[Date Prev][Date Next][Thread Prev][Thread Next][Date Index][Thread Index]

Re: Thredds - Grib2 Collection Indexing as Independent Task



you can build the indexes off the main server, it just needs a machine with access to the data. of course, a direct mount will be much faster than NFS.

more indexing should wait until we get 4.3.18 up, and after weve explored any problems that occur with a subset.

On 8/14/2013 11:23 AM, Timothy Lewis - NOAA Affiliate wrote:
John,

This dataset is static.  The concern is not so much the adding and
re-indexing of data, rather the month of indexing time the collection
needs when it is first built.  This process has a tendency to exhaust
the server's resources to the point that it cannot serve data reliably.
  Once the collection is built, indexed, and accessible, it should stay
in that state for the foreseeable future.  It's the month worth of poor
performance and, more importantly, poor user experience between now and
that point that we would like to avoid.

Thank you,

Tim

On Wed, Aug 14, 2013 at 12:06 PM, John Caron <address@hidden
<mailto:address@hidden>> wrote:

    Hi Tim:

    Once the indexes are (correctly) written for the individual files,
    they dont have to be rewritten again.

    However, for a changing dataset, you have to update the master
    indexes as often as you want the changes to be incorporated. This
    process is reletively fast, though for 30K files its non trivial. We
    are still working on ways to make this as fast as possible.
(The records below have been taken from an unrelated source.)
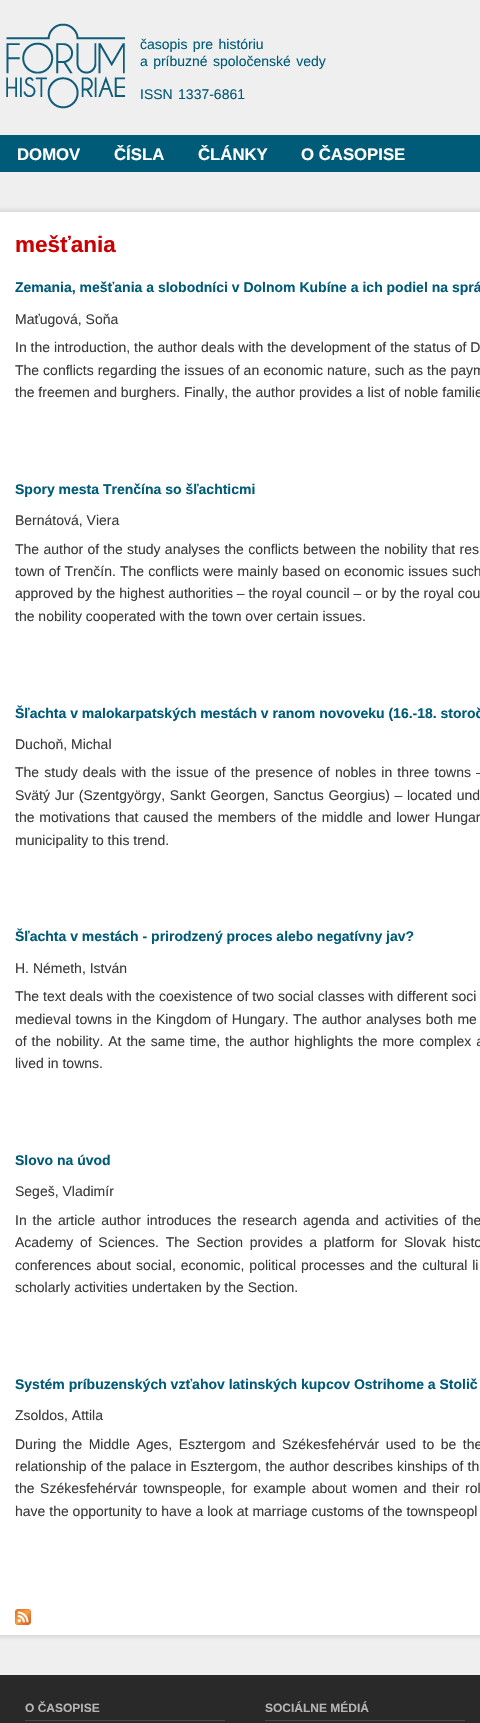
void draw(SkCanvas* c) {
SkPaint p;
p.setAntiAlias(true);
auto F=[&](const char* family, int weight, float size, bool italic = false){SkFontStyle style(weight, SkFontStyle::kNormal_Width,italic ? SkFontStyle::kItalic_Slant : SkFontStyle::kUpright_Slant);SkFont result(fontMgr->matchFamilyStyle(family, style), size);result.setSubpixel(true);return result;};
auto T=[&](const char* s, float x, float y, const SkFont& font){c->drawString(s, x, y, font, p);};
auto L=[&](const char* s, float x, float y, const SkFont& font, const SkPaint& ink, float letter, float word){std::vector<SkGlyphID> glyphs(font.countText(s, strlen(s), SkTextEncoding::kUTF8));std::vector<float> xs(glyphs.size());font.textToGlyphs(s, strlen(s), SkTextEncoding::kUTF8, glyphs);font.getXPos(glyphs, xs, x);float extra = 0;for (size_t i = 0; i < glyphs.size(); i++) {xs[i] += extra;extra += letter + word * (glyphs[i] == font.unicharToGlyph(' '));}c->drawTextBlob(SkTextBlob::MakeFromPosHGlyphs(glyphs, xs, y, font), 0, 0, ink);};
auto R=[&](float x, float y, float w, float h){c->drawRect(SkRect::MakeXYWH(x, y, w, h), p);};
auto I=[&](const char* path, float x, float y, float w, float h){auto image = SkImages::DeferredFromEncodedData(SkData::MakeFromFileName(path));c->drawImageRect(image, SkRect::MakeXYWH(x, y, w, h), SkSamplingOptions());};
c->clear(0xffefefef);
I("1.png",6,23,119,86);
auto f1 = F("Liberation Sans",400,14);
p.setColor(0xff005b79);
L("časopis pre históriu",140,49,f1,p,0,1.5);
L("a príbuzné spoločenské vedy",140,66,f1,p,0,1.5);
L("ISSN 1337-6861",140,99,f1,p,0,1.5);
R(0,135,480,37);
auto f2 = F("Liberation Sans",700,16.75);
p.setColor(0xffffffff);
T("DOMOV",17,160,f2);
T("ČÍSLA",114,160,f2);
T("ČLÁNKY",198,160,f2);
T("O ČASOPISE",301,160,f2);
p.setColor(0xffdddddd);
p.setMaskFilter(SkMaskFilter::MakeBlur(kNormal_SkBlurStyle, 1.5));
c->drawRect(SkRect::MakeXYWH(-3,209,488,1429),p);
p.setMaskFilter(nullptr);
p.setColor(0xffffffff);
R(0,212,480,1423);
auto f3 = F("Liberation Sans",700,22.5);
p.setColor(0xffcc0000);
T("mešťania",15,252,f3);
auto f4 = F("Liberation Sans",700,14);
p.setColor(0xff005b79);
T("Zemania, mešťania a slobodníci v Dolnom Kubíne a ich podiel na sprá",15,292,f4);
p.setColor(0xff3b3b3b);
T("Maťugová, Soňa",15,324,f1);
T("In the introduction, the author deals with the development of the status of D",15,352,f1);
L("The conflicts regarding the issues of an economic nature, such as the paym",15,375,f1,p,0,.1);
T("the freemen and burghers. Finally, the author provides a list of noble familie",15,397,f1);
p.setColor(0xff005b79);
T("Spory mesta Trenčína so šľachticmi",15,494,f4);
p.setColor(0xff3b3b3b);
T("Bernátová, Viera",15,525,f1);
L("The author of the study analyses the conflicts between the nobility that res",15,554,f1,p,0,.4);
L("town of Trenčín. The conflicts were mainly based on economic issues such",15,576,f1,p,0,.25);
T("approved by the highest authorities – the royal council – or by the royal cou",15,598,f1);
T("the nobility cooperated with the town over certain issues.",15,621,f1);
p.setColor(0xff005b79);
T("Šľachta v malokarpatských mestách v ranom novoveku (16.-18. storoč",15,718,f4);
p.setColor(0xff3b3b3b);
T("Duchoň, Michal",15,749,f1);
L("The study deals with the issue of the presence of nobles in three towns –",15,777,f1,p,0,1.25);
L("Svätý Jur (Szentgyörgy, Sankt Georgen, Sanctus Georgius) – located und",15,800,f1,p,0,.75);
L("the motivations that caused the members of the middle and lower Hungar",15,822,f1,p,0,1);
T("municipality to this trend.",15,845,f1);
p.setColor(0xff005b79);
T("Šľachta v mestách - prirodzený proces alebo negatívny jav?",15,941,f4);
p.setColor(0xff3b3b3b);
T("H. Németh, István",15,973,f1);
T("The text deals with the coexistence of two social classes with different soci",15,1001,f1);
L("medieval towns in the Kingdom of Hungary. The author analyses both me",15,1024,f1,p,0,.6);
L("of the nobility. At the same time, the author highlights the more complex a",15,1046,f1,p,0,1);
T("lived in towns.",15,1068,f1);
p.setColor(0xff005b79);
T("Slovo na úvod",15,1165,f4);
p.setColor(0xff3b3b3b);
T("Segeš, Vladimír",15,1196,f1);
L("In the article author introduces the research agenda and activities of the",15,1225,f1,p,0,2);
L("Academy of Sciences. The Section provides a platform for Slovak histo",15,1247,f1,p,0,2.75);
L("conferences about social, economic, political processes and the cultural li",15,1270,f1,p,0,1);
T("scholarly activities undertaken by the Section.",15,1292,f1);
p.setColor(0xff005b79);
T("Systém príbuzenských vzťahov latinských kupcov Ostrihome a Stolič",15,1389,f4);
p.setColor(0xff3b3b3b);
T("Zsoldos, Attila",15,1420,f1);
L("During the Middle Ages, Esztergom and Székesfehérvár used to be the",15,1449,f1,p,0,2.6);
L("relationship of the palace in Esztergom, the author describes kinships of th",15,1471,f1,p,0,.25);
L("the Székesfehérvár townspeople, for example about women and their rol",15,1493,f1,p,0,1.75);
T("have the opportunity to have a look at marriage customs of the townspeopl",15,1516,f1);
I("2.png",15,1609,16,16);
p.setColor(0xff292929);
R(0,1675,480,48);
p.setColor(0xff494949);
R(25,1720,200,1);
auto f5 = F("Liberation Sans",700,12);
p.setColor(0xffb4b4b4);
T("O ČASOPISE",25,1712,f5);
p.setColor(0xff494949);
R(265,1720,200,1);
p.setColor(0xffb4b4b4);
T("SOCIÁLNE MÉDIÁ",265,1712,f5);
}
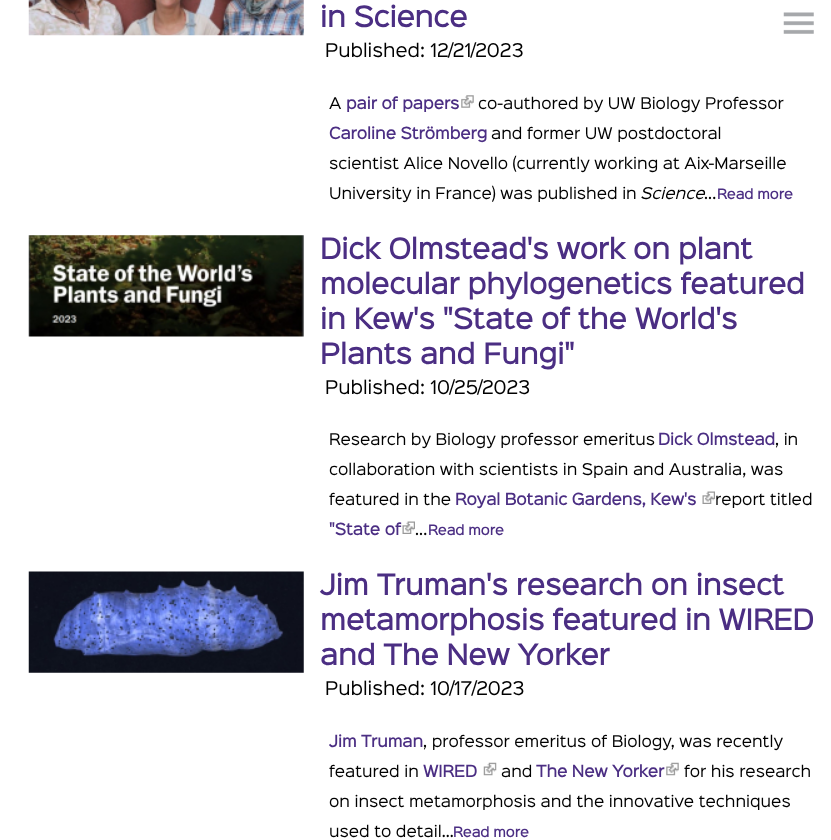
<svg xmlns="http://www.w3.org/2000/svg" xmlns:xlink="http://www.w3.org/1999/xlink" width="831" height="840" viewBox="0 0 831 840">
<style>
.cls-1{font:bold 25.75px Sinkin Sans;fill:#4b2e83}
.cls-2{font:17.1px Sinkin Sans;fill:#000000}
.cls-3{font:14.6px Sinkin Sans;fill:#000000}
.cls-4{font:bold 14.6px Sinkin Sans;fill:#4b2e83}
.cls-5{font:italic 14.6px Sinkin Sans;fill:#000000}
.cls-6{font:bold 12.5px Sinkin Sans;fill:#4b2e83}
</style>
<rect width="100%" height="100%" fill="#ffffff"/>
<image xlink:href="image0.png" x="28" y="0" width="276" height="36"/>
<image xlink:href="image1.png" x="461" y="95" width="13" height="13"/>
<image xlink:href="image2.png" x="28" y="235" width="276" height="102"/>
<image xlink:href="image3.png" x="702" y="491" width="13" height="13"/>
<image xlink:href="image4.png" x="402" y="521" width="13" height="13"/>
<image xlink:href="image5.png" x="28" y="571" width="276" height="102"/>
<image xlink:href="image6.png" x="483" y="762" width="14" height="14"/>
<image xlink:href="image7.png" x="666" y="762" width="13" height="14"/>
<image xlink:href="image8.png" x="783" y="12" width="31" height="22"/>
<text class="cls-1" x="320" y="27">in Science</text>
<text class="cls-2" x="325" y="57">Published: 12/21/2023</text>
<text class="cls-3" x="329" y="109">A</text>
<text class="cls-4" x="346" y="109">pair of papers</text>
<text class="cls-3" x="478" y="109">co-authored by UW Biology Professor</text>
<text class="cls-4" x="329" y="139">Caroline Strömberg</text>
<text class="cls-3" x="491" y="139">and former UW postdoctoral</text>
<text class="cls-3" x="329" y="169">scientist Alice Novello (currently working at Aix-Marseille</text>
<text class="cls-3" x="329" y="199">University in France) was published in</text>
<text class="cls-5" x="640" y="199">Science</text>
<text class="cls-3" x="704" y="199">...</text>
<text class="cls-6" x="717" y="199">Read more</text>
<text class="cls-1"><tspan x="320" y="259">Dick Olmstead's work on plant</tspan><tspan x="320" y="294">molecular phylogenetics featured</tspan><tspan x="320" y="329">in Kew's "State of the World's</tspan><tspan x="320" y="364">Plants and Fungi"</tspan></text>
<text class="cls-2" x="325" y="394">Published: 10/25/2023</text>
<text class="cls-3" x="329" y="445">Research by Biology professor emeritus</text>
<text class="cls-4" x="658" y="445">Dick Olmstead</text>
<text class="cls-3" x="775" y="445">, in</text>
<text class="cls-3" x="329" y="475">collaboration with scientists in Spain and Australia, was</text>
<text class="cls-3" x="329" y="505">featured in the</text>
<text class="cls-4" x="455" y="505">Royal Botanic Gardens, Kew's</text>
<text class="cls-3" x="715" y="505">report titled</text>
<text class="cls-4" x="329" y="535">"State of</text>
<text class="cls-3" x="415" y="535">...</text>
<text class="cls-6" x="428" y="535">Read more</text>
<text class="cls-1"><tspan x="320" y="595">Jim Truman's research on insect</tspan><tspan x="320" y="630">metamorphosis featured in WIRED</tspan><tspan x="320" y="665">and The New Yorker</tspan></text>
<text class="cls-2" x="325" y="695">Published: 10/17/2023</text>
<text class="cls-4" x="329" y="747">Jim Truman</text>
<text class="cls-3" x="423" y="747">, professor emeritus of Biology, was recently</text>
<text class="cls-3" x="329" y="777">featured in</text>
<text class="cls-4" x="423" y="777">WIRED</text>
<text class="cls-3" x="501" y="777">and</text>
<text class="cls-4" x="536" y="777">The New Yorker</text>
<text class="cls-3" x="684" y="777">for his research</text>
<text class="cls-3" x="329" y="807">on insect metamorphosis and the innovative techniques</text>
<text class="cls-3" x="329" y="837">used to detail...</text>
<text class="cls-6" x="453" y="837">Read more</text>
</svg>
Its
    likely you only want to update once a day or week, and do it at 2 am
    or something.

    How often is this data changing?


On 8/14/2013 10:58 AM, Timothy Lewis - NOAA Affiliate wrote:

        Thank you, John.  I will begin the upgrade process.

        Would there be any way to use an already indexed collection?
          Say I were
        to upgrade to the latest version, set up the feature collection,
        request
        it via the web interface, and let it finish indexing.  Could I
        then take
        the same configuration for the feature collection and place it in
        another instance of Thredds(same version and all necessary
        equivalences
        of course), start this new instance, and be able to access the
        aggregation from the new web interface without the usual
        processing cost
        of the first indexing?

        Conceptually, this seems to me like it would work because the
        ncx files
        would already be written, circumventing the bottleneck.  I do not,
        however, know how Thredds handles these collections internally.  My
        theory could easily be hiding an importantly false assumption.
          Would
        this plan ever be possible?  Practical?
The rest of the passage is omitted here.